The Revised European American Lymphoma classification scheme (Harris et al. 1994) reflects a recent attempt to use immunophenotypic and genetic characteristics in order to classify lymphomas into subgroups that share common clinical and pathologic characteristics. To the extent that refinements in disease classification improve the ability to identify cancer cases that are similar in terms of etiology and natural history (e.g., durations of latency and morbidity periods), these efforts should strengthen epidemiologic investigations. However, constructing nosologic schemes primarily with reference to considerations about disease management and prognosis rather than etiology, and classifying diseases into increasingly refined categories, poses potential problems for epidemiologic research. Evidence of the hazardous effects of an exposure may be obscured by classification of exposure-induced cases into different groups based upon clinical characteristics that are not etiologically relevant. Further, as the classification of diseases becomes refined, it becomes increasingly difficult to conduct statistical analyses with adequate power to address questions about the effects of an exposure on disease incidence. Given the ability to construct ever more refined disease categorizations, it may be increasingly important to identify mechanistic and etiologic grounds for aggregation of subtypes of diseases for epidemiologic research purposes.

Conclusion

The assumption, under existing federal regulations, that the risk of CLL after exposure to ionizing radiation is zero is unlikely to be correct.

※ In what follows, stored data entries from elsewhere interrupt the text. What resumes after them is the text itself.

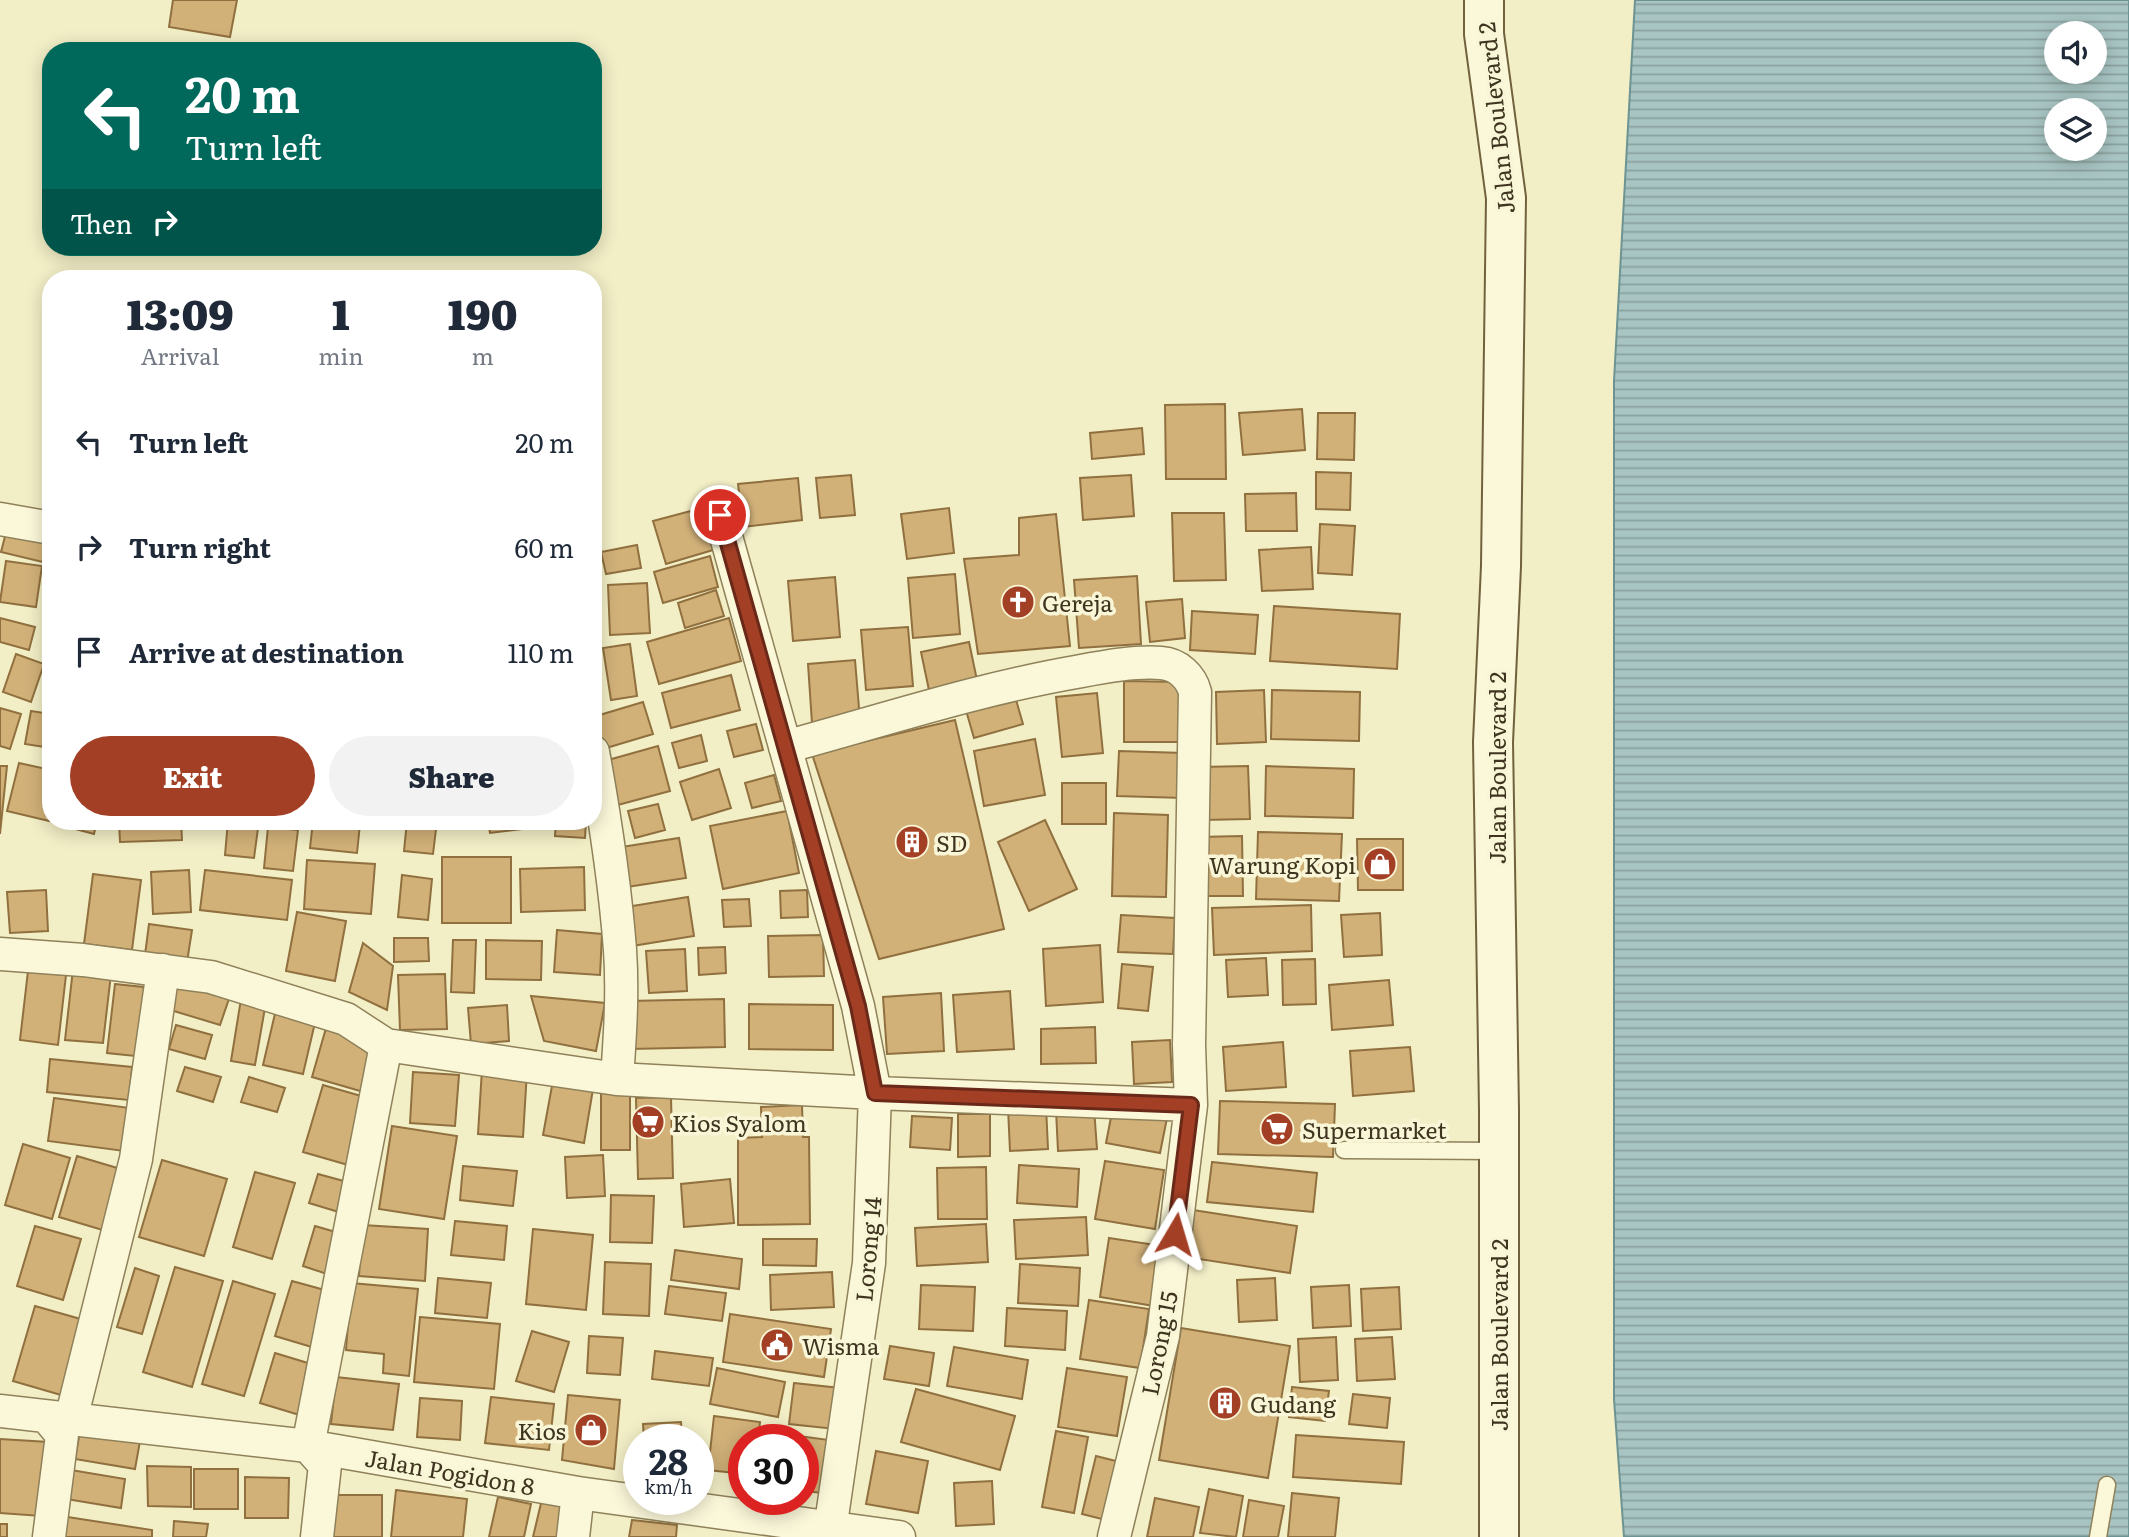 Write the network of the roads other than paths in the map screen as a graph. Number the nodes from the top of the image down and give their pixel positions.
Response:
1 (1484, 0) edge
2 (720, 515) dead end
3 (0, 519) edge
4 (42, 526) edge
5 (785, 747) junction
6 (602, 803) edge
7 (0, 954) edge
8 (163, 970) junction
9 (386, 1045) junction
10 (617, 1079) junction
11 (875, 1093) junction
12 (1191, 1105) junction
13 (1344, 1150) dead end
14 (1499, 1151) junction
15 (0, 1411) edge
16 (59, 1418) junction
17 (309, 1446) junction
18 (2107, 1485) dead end
19 (578, 1493) junction
20 (829, 1532) edge
21 (49, 1537) edge
22 (317, 1537) edge
23 (573, 1537) edge
24 (899, 1537) edge
25 (1114, 1537) edge
26 (1499, 1537) edge
27 (2098, 1537) edge

1 - 14 main road, Jalan Boulevard 2
2 - 5 street, Lorong 14
3 - 4 street
5 - 11 street, Lorong 14
5 - 12 street, Lorong 15
6 - 10 street
7 - 8 street
8 - 9 street
8 - 16 street
9 - 10 street
9 - 17 street
10 - 11 street
11 - 12 street
11 - 20 street, Lorong 14
12 - 25 street, Lorong 15
13 - 14 lane
14 - 26 main road, Jalan Boulevard 2
15 - 16 street, Jalan Pogidon 8
16 - 17 street, Jalan Pogidon 8
16 - 21 street
17 - 19 street, Jalan Pogidon 8
17 - 22 street
18 - 27 lane
19 - 20 street, Jalan Pogidon 8
19 - 23 street
20 - 24 street, Jalan Pogidon 8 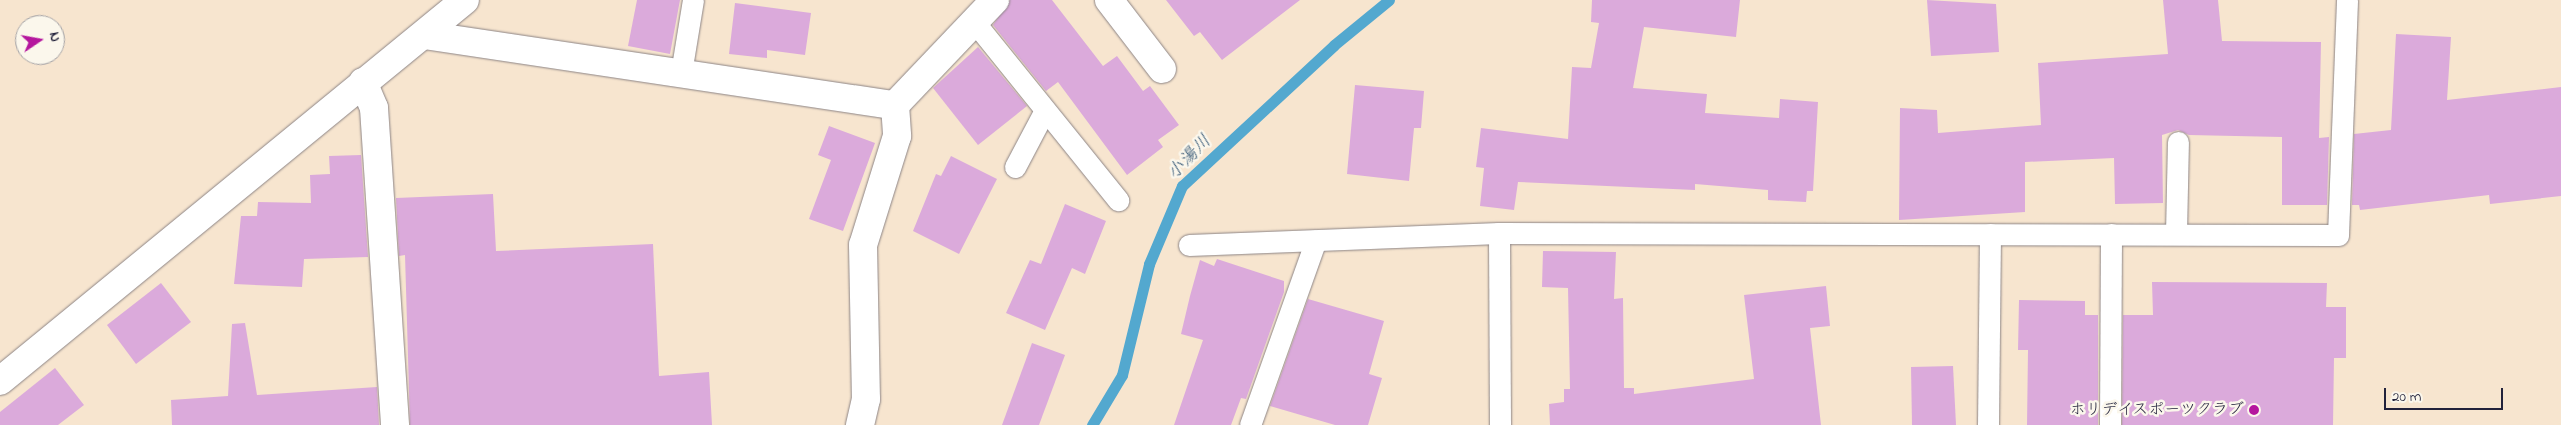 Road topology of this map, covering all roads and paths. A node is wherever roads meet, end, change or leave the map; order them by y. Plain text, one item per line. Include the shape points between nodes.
1 (465, 0) edge
2 (693, 0) edge
3 (995, 0) edge
4 (1109, 0) edge
5 (2347, 0) edge
6 (972, 19) junction
7 (424, 35) junction
8 (1162, 69) dead end
9 (681, 73) junction
10 (363, 82) junction
11 (895, 105) junction
12 (1045, 110) junction
13 (2178, 142) dead end
14 (1015, 167) dead end
15 (1118, 200) dead end
16 (1499, 233) junction
17 (1990, 234) junction
18 (2110, 234) junction
19 (2176, 234) junction
20 (1316, 240) junction
21 (1189, 245) dead end
22 (0, 381) edge
23 (396, 425) edge
24 (860, 425) edge
25 (1250, 425) edge
26 (1500, 425) edge
27 (1988, 425) edge
28 (2110, 425) edge

1 - 7 street
2 - 9 lane
3 - 6 street
4 - 8 street
5 - 19 lane via 2338,235
6 - 11 street
6 - 12 lane
7 - 9 street
7 - 10 street
9 - 11 street
10 - 22 street
10 - 23 street via 374,108
11 - 24 street via 896,136 863,245 866,399
12 - 14 lane
12 - 15 lane
13 - 19 lane
16 - 17 lane
16 - 20 lane
16 - 26 lane
17 - 18 lane
17 - 27 lane
18 - 19 lane
18 - 28 lane
20 - 21 lane
20 - 25 lane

In order to be correct, CLL must be an exception to general principles of radiation carcinogenesis. In this review we found no support for that conclusion. Current understanding of the pathogenesis of CLL describes a process in which there is an important role played by mutational events that can be produced by exposure to ionizing radiation. The epidemiologic evidence of radiation–CLL associations is weak; however, given the limitations of the reviewed studies, these findings do not offer a persuasive basis for concluding that CLL is an exception to general principles of radiation carcinogenesis. In addition, there is a problem of logical inconsistency if the government continues to assert that CLL is nonradiogenic whereas SLL is radiogenic. Contemporary classification schemes hold that B-cell CLL and SLL are analogous diseases and should be considered as a single disease entity. It is possible that the magnitude of the association between ionizing radiation and CLL is smaller than that for other lymphomas and leukemias; evaluation of the magnitude of this association is difficult given the limitations of existing epidemiologic data. Nonetheless, it is likely that CLL incidence, like other forms of cancer, will be increased by exposure to ionizing radiation.